# LISTED ENTRIES
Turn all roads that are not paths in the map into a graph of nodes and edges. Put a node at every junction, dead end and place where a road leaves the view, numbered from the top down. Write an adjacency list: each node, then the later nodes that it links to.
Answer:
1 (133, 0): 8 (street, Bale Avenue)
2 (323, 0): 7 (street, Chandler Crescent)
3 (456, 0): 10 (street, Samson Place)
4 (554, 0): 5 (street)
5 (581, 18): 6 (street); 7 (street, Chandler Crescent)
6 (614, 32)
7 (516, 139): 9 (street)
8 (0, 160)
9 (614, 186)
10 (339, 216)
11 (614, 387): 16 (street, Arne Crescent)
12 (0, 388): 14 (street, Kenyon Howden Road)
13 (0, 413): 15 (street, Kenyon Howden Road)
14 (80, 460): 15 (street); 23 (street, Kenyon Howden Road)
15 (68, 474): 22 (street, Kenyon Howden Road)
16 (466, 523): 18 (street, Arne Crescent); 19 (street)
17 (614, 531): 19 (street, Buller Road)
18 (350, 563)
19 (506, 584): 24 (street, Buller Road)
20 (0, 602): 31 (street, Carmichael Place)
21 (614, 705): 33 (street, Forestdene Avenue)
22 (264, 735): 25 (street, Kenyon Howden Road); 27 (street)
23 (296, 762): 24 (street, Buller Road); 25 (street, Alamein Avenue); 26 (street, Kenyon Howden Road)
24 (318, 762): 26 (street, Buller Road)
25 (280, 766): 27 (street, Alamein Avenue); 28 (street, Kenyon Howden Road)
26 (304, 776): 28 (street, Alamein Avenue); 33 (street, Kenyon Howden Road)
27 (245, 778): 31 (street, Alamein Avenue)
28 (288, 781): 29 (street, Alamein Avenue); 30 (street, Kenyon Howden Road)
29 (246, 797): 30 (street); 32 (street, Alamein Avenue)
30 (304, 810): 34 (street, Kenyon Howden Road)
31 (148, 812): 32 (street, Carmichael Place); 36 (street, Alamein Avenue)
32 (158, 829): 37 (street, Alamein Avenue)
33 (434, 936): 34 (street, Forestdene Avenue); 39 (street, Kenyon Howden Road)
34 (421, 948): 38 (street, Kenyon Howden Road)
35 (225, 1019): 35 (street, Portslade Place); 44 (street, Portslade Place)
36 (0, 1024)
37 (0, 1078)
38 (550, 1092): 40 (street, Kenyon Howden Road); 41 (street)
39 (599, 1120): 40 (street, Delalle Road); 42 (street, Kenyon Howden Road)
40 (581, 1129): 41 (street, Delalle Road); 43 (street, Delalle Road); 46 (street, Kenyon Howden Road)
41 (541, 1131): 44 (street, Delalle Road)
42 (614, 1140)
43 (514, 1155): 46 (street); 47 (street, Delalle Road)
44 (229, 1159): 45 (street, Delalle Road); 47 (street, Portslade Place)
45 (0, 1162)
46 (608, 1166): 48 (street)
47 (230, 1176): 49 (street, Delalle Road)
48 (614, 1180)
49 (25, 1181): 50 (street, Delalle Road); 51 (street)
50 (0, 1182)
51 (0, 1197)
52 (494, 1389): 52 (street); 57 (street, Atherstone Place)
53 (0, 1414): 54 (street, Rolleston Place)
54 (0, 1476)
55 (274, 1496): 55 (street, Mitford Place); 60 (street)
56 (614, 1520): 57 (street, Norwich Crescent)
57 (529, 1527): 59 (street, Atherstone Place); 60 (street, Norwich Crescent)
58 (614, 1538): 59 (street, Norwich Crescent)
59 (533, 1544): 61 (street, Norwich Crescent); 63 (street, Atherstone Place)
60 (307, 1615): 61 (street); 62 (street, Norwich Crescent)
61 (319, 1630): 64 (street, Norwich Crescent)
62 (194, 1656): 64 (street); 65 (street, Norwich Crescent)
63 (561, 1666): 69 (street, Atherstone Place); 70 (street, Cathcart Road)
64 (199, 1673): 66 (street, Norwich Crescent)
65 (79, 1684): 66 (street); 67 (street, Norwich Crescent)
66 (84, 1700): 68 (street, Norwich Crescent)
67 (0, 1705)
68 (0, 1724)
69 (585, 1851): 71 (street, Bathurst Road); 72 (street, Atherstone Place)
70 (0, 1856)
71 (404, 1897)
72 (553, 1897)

# PROBLEM TO WORK ON
An exact restatement of all the entries above is needed.

# ANSWER FOR THE TASK
Turn all roads that are not paths in the map into a graph of nodes and edges. Put a node at every junction, dead end and place where a road leaves the view, numbered from the top down. Write an adjacency list: each node, then the later nodes that it links to.
Answer:
1 (133, 0): 8 (street, Bale Avenue)
2 (323, 0): 7 (street, Chandler Crescent)
3 (456, 0): 10 (street, Samson Place)
4 (554, 0): 5 (street)
5 (581, 18): 6 (street); 7 (street, Chandler Crescent)
6 (614, 32)
7 (516, 139): 9 (street)
8 (0, 160)
9 (614, 186)
10 (339, 216)
11 (614, 387): 16 (street, Arne Crescent)
12 (0, 388): 14 (street, Kenyon Howden Road)
13 (0, 413): 15 (street, Kenyon Howden Road)
14 (80, 460): 15 (street); 23 (street, Kenyon Howden Road)
15 (68, 474): 22 (street, Kenyon Howden Road)
16 (466, 523): 18 (street, Arne Crescent); 19 (street)
17 (614, 531): 19 (street, Buller Road)
18 (350, 563)
19 (506, 584): 24 (street, Buller Road)
20 (0, 602): 31 (street, Carmichael Place)
21 (614, 705): 33 (street, Forestdene Avenue)
22 (264, 735): 25 (street, Kenyon Howden Road); 27 (street)
23 (296, 762): 24 (street, Buller Road); 25 (street, Alamein Avenue); 26 (street, Kenyon Howden Road)
24 (318, 762): 26 (street, Buller Road)
25 (280, 766): 27 (street, Alamein Avenue); 28 (street, Kenyon Howden Road)
26 (304, 776): 28 (street, Alamein Avenue); 33 (street, Kenyon Howden Road)
27 (245, 778): 31 (street, Alamein Avenue)
28 (288, 781): 29 (street, Alamein Avenue); 30 (street, Kenyon Howden Road)
29 (246, 797): 30 (street); 32 (street, Alamein Avenue)
30 (304, 810): 34 (street, Kenyon Howden Road)
31 (148, 812): 32 (street, Carmichael Place); 36 (street, Alamein Avenue)
32 (158, 829): 37 (street, Alamein Avenue)
33 (434, 936): 34 (street, Forestdene Avenue); 39 (street, Kenyon Howden Road)
34 (421, 948): 38 (street, Kenyon Howden Road)
35 (225, 1019): 35 (street, Portslade Place); 44 (street, Portslade Place)
36 (0, 1024)
37 (0, 1078)
38 (550, 1092): 40 (street, Kenyon Howden Road); 41 (street)
39 (599, 1120): 40 (street, Delalle Road); 42 (street, Kenyon Howden Road)
40 (581, 1129): 41 (street, Delalle Road); 43 (street, Delalle Road); 46 (street, Kenyon Howden Road)
41 (541, 1131): 44 (street, Delalle Road)
42 (614, 1140)
43 (514, 1155): 46 (street); 47 (street, Delalle Road)
44 (229, 1159): 45 (street, Delalle Road); 47 (street, Portslade Place)
45 (0, 1162)
46 (608, 1166): 48 (street)
47 (230, 1176): 49 (street, Delalle Road)
48 (614, 1180)
49 (25, 1181): 50 (street, Delalle Road); 51 (street)
50 (0, 1182)
51 (0, 1197)
52 (494, 1389): 52 (street); 57 (street, Atherstone Place)
53 (0, 1414): 54 (street, Rolleston Place)
54 (0, 1476)
55 (274, 1496): 55 (street, Mitford Place); 60 (street)
56 (614, 1520): 57 (street, Norwich Crescent)
57 (529, 1527): 59 (street, Atherstone Place); 60 (street, Norwich Crescent)
58 (614, 1538): 59 (street, Norwich Crescent)
59 (533, 1544): 61 (street, Norwich Crescent); 63 (street, Atherstone Place)
60 (307, 1615): 61 (street); 62 (street, Norwich Crescent)
61 (319, 1630): 64 (street, Norwich Crescent)
62 (194, 1656): 64 (street); 65 (street, Norwich Crescent)
63 (561, 1666): 69 (street, Atherstone Place); 70 (street, Cathcart Road)
64 (199, 1673): 66 (street, Norwich Crescent)
65 (79, 1684): 66 (street); 67 (street, Norwich Crescent)
66 (84, 1700): 68 (street, Norwich Crescent)
67 (0, 1705)
68 (0, 1724)
69 (585, 1851): 71 (street, Bathurst Road); 72 (street, Atherstone Place)
70 (0, 1856)
71 (404, 1897)
72 (553, 1897)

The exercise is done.